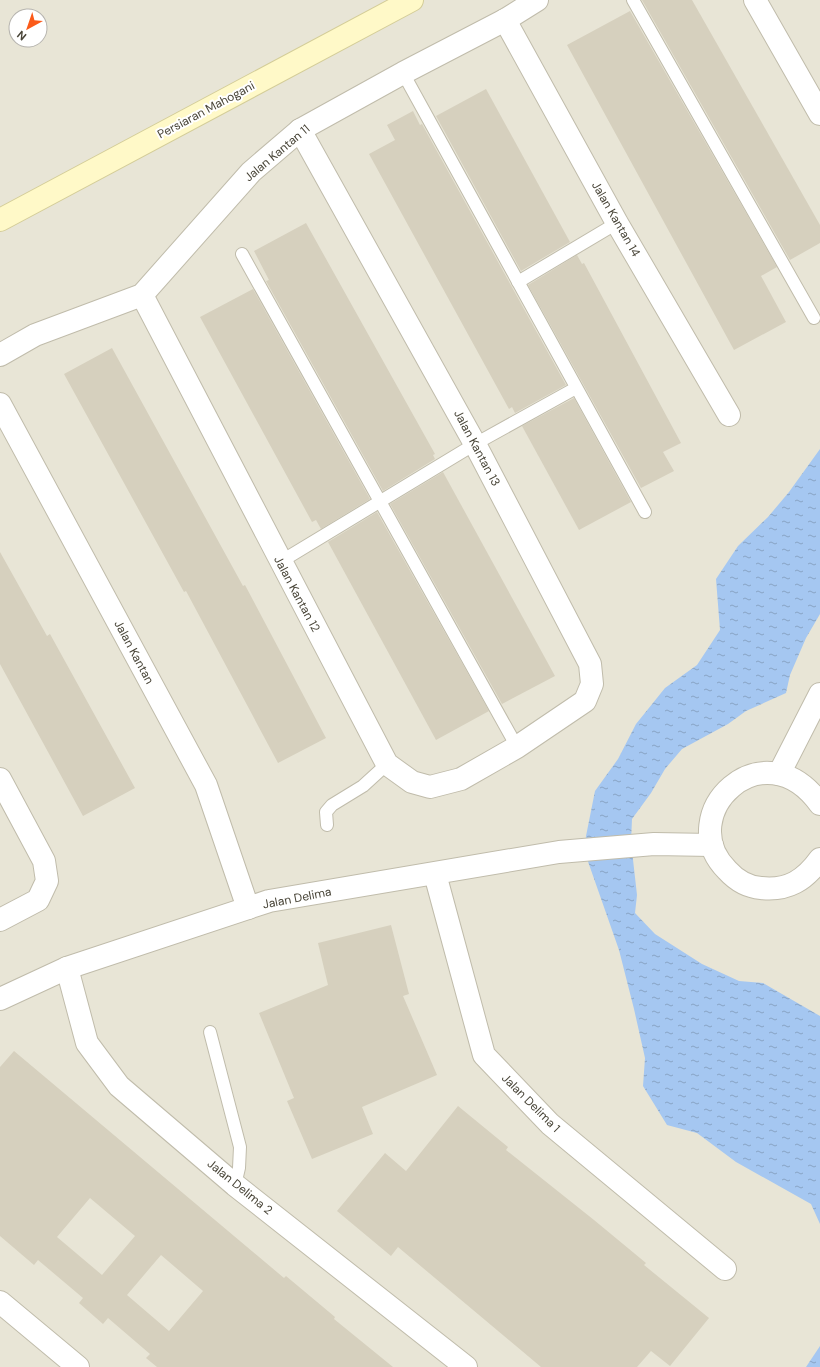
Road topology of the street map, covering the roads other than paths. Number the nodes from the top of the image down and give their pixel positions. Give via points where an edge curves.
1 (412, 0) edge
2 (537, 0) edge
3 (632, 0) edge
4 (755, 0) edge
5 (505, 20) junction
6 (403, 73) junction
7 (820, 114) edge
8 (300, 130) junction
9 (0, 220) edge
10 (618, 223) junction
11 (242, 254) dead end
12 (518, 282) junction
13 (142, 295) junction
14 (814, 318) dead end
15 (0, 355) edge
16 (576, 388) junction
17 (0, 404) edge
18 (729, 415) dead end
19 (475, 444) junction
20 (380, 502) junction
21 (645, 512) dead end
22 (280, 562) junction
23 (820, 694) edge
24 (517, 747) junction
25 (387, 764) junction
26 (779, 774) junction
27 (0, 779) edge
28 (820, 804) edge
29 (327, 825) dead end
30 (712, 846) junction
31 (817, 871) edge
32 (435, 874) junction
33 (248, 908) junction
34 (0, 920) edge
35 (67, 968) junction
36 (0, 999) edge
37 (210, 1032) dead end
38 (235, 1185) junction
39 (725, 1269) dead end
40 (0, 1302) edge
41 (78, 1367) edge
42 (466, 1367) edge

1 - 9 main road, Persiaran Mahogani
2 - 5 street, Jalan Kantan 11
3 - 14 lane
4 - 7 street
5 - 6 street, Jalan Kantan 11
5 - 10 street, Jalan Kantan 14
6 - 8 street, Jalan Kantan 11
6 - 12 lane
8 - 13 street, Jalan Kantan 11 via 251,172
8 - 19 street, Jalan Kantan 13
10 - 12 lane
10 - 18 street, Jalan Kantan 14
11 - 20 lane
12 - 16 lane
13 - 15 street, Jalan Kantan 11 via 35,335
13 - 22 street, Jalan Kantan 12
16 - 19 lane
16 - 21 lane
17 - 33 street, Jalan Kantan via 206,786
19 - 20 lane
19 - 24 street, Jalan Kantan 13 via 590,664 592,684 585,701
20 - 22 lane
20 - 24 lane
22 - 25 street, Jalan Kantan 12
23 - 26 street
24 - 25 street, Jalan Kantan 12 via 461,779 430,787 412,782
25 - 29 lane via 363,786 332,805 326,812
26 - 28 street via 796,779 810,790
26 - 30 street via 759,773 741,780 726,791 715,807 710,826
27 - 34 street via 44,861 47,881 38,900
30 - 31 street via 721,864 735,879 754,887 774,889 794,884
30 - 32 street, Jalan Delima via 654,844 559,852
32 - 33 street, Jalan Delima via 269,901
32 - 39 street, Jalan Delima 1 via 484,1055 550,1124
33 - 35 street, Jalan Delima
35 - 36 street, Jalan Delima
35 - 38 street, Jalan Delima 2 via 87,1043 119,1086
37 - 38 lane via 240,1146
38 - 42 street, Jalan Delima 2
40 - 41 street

## Exercise instructions
Above are the records; copy each line from them that includes the string "lane".

## Result for this task
3 - 14 lane
6 - 12 lane
10 - 12 lane
11 - 20 lane
12 - 16 lane
16 - 19 lane
16 - 21 lane
19 - 20 lane
20 - 22 lane
20 - 24 lane
25 - 29 lane via 363,786 332,805 326,812
37 - 38 lane via 240,1146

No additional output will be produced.